● **TASK INSTRUCTIONS**
Print, from the listing below, the lines starting at the line containing "thumb cmc: (202, 200)" and ending at the line containing "pinky tip: (148, 232)", exactly as they stand, and print nothing else.

● **PROVIDED RECORDS**
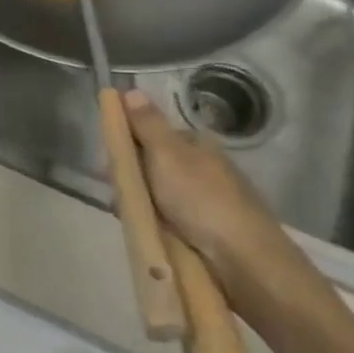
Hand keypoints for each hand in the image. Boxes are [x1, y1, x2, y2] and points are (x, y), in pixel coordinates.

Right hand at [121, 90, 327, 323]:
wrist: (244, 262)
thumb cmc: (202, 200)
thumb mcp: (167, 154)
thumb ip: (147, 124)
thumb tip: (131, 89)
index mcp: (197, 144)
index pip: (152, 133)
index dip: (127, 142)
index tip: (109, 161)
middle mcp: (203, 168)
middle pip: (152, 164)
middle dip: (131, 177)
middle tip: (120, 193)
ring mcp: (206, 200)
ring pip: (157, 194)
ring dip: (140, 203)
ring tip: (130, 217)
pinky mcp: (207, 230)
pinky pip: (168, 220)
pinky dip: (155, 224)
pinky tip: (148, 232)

* * *

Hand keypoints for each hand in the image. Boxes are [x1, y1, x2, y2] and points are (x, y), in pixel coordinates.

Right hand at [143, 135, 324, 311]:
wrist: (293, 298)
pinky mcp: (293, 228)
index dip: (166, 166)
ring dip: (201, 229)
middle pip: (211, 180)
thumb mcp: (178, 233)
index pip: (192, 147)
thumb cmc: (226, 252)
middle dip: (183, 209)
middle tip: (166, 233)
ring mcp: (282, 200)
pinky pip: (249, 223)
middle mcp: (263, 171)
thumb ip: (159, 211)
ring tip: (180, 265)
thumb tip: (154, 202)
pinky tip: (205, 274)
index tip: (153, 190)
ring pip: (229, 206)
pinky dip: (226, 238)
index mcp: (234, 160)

● **ANSWER BELOW**
thumb cmc: (202, 200)
thumb mcp: (167, 154)
thumb ip: (147, 124)
thumb tip: (131, 89)
index mcp: (197, 144)
index pip: (152, 133)
index dip: (127, 142)
index tip: (109, 161)
middle mcp: (203, 168)
middle pip: (152, 164)
middle dip: (131, 177)
middle tip: (120, 193)
ring mcp: (206, 200)
ring pip: (157, 194)
ring dip: (140, 203)
ring tip: (130, 217)
pinky mcp: (207, 230)
pinky pip: (168, 220)
pinky dip: (155, 224)
pinky tip: (148, 232)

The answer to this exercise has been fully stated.